[Records for this exercise]:
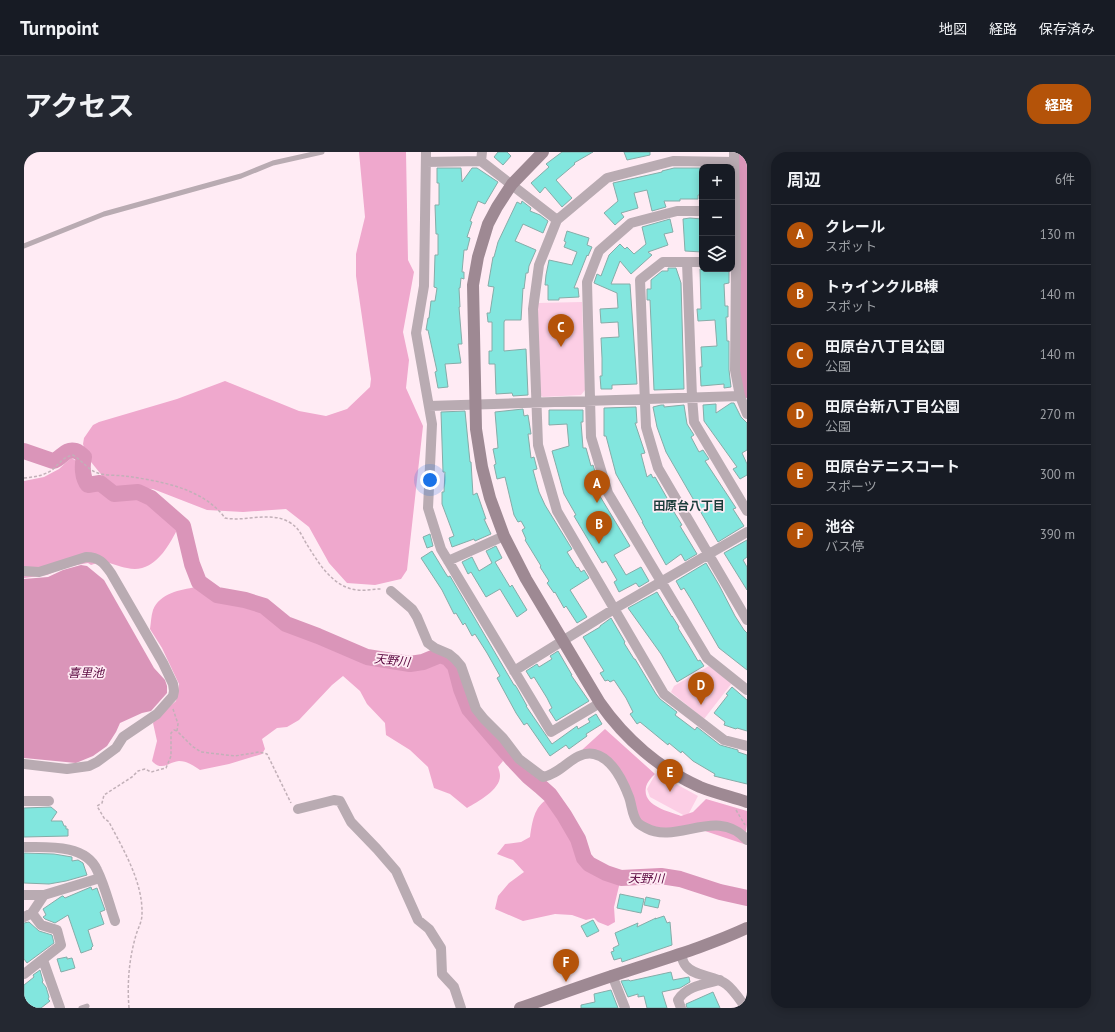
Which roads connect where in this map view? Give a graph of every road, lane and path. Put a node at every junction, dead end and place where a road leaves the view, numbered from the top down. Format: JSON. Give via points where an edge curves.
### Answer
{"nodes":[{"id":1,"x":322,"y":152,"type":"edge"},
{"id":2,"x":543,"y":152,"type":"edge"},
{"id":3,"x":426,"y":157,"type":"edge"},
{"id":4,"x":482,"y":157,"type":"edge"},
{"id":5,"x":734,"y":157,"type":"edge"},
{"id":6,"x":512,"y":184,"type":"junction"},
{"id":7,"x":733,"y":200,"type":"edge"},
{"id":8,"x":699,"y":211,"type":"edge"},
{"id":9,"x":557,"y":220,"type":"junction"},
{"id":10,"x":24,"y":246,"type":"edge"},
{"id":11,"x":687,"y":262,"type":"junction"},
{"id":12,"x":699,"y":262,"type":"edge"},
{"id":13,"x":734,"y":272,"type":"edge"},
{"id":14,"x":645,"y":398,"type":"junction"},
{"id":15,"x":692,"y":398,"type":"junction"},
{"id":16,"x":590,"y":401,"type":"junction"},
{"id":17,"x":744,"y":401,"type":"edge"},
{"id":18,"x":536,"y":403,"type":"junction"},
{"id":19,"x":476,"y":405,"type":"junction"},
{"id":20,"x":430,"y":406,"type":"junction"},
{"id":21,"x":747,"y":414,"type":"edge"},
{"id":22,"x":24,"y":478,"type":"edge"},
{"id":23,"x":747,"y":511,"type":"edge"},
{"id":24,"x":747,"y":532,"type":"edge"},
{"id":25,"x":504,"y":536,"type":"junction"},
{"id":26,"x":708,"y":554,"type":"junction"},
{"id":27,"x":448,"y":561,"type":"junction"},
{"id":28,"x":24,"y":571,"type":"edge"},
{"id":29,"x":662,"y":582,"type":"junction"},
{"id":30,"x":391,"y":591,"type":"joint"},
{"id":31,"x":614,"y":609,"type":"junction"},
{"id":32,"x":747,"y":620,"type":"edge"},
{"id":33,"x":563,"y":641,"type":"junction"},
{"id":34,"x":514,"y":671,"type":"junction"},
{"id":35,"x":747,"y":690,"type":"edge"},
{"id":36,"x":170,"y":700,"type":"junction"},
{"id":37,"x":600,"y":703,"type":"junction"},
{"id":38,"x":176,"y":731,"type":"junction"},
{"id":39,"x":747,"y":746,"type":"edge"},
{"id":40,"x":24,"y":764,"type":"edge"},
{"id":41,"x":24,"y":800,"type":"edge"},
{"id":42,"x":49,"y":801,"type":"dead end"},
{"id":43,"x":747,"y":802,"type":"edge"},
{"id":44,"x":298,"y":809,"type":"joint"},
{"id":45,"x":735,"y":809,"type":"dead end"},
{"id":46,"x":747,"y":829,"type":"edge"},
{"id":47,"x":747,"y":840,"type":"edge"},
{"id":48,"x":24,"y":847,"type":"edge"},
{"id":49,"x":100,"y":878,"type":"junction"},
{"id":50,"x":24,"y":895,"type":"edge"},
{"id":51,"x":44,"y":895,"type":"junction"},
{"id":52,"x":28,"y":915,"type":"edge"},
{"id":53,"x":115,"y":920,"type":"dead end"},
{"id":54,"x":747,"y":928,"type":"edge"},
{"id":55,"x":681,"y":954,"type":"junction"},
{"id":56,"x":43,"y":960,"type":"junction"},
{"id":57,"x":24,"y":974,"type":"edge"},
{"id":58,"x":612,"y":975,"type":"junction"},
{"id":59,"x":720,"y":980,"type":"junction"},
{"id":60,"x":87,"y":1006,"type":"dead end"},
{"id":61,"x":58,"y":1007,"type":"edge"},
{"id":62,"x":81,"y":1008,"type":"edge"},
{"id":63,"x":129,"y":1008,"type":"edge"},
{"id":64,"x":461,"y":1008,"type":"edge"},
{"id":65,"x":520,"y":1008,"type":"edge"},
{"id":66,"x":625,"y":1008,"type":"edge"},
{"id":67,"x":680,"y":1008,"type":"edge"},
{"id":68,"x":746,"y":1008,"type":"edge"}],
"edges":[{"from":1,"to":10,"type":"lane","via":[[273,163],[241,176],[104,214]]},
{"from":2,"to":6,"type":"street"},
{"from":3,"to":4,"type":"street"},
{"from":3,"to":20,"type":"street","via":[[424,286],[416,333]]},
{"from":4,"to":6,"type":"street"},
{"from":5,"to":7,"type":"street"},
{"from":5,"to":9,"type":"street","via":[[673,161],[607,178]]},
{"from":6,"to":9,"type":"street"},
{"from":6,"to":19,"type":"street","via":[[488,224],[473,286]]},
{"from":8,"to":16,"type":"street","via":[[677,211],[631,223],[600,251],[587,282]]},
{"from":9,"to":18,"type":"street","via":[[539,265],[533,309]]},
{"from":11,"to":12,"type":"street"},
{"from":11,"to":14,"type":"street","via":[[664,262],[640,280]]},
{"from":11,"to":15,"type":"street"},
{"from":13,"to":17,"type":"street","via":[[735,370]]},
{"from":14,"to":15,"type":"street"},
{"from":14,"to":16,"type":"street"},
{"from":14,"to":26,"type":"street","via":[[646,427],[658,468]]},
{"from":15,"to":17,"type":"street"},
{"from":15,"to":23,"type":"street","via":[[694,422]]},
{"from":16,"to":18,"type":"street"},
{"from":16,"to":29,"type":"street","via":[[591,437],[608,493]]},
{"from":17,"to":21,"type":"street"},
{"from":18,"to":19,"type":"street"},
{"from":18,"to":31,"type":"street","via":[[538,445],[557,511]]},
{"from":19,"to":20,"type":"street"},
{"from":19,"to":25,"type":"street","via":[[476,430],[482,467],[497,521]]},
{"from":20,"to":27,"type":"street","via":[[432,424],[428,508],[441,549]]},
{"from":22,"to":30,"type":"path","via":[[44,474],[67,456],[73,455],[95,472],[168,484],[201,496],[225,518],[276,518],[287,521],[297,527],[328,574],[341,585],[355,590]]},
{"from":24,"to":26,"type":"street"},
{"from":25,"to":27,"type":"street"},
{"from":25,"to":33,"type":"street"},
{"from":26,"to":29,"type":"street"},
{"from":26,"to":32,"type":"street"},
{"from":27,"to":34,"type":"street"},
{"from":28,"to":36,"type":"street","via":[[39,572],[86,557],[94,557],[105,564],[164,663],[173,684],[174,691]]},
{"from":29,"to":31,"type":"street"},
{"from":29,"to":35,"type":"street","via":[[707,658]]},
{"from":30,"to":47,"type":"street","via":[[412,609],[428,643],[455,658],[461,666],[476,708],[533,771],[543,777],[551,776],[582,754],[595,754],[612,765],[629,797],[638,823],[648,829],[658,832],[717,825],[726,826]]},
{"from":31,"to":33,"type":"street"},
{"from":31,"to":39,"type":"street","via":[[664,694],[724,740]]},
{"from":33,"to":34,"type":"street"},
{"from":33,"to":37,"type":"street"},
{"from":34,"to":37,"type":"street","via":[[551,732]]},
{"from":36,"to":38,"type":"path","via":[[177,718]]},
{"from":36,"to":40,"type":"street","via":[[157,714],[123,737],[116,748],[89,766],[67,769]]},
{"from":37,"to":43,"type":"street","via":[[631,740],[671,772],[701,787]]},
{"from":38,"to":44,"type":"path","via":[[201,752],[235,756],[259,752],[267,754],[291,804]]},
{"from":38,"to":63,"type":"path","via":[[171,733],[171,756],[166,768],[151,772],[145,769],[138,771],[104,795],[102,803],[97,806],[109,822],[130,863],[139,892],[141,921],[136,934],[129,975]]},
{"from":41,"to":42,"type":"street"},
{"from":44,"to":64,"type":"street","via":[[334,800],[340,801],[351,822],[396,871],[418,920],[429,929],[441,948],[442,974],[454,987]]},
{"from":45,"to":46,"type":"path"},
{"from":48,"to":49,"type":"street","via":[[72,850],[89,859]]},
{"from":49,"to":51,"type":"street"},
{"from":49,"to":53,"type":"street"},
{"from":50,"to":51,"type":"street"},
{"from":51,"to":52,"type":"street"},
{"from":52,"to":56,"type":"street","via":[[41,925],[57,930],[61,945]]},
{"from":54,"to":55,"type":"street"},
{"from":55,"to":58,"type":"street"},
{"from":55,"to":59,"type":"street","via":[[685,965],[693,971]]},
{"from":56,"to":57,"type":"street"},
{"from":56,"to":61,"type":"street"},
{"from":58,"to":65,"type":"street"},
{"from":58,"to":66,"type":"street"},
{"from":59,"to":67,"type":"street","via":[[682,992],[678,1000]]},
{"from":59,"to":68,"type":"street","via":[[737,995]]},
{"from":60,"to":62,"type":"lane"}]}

[Task brief]: In the material above, find the lines that contain "joint" and show them.

[Output below]:
{"id":30,"x":391,"y":591,"type":"joint"},
{"id":44,"x":298,"y":809,"type":"joint"},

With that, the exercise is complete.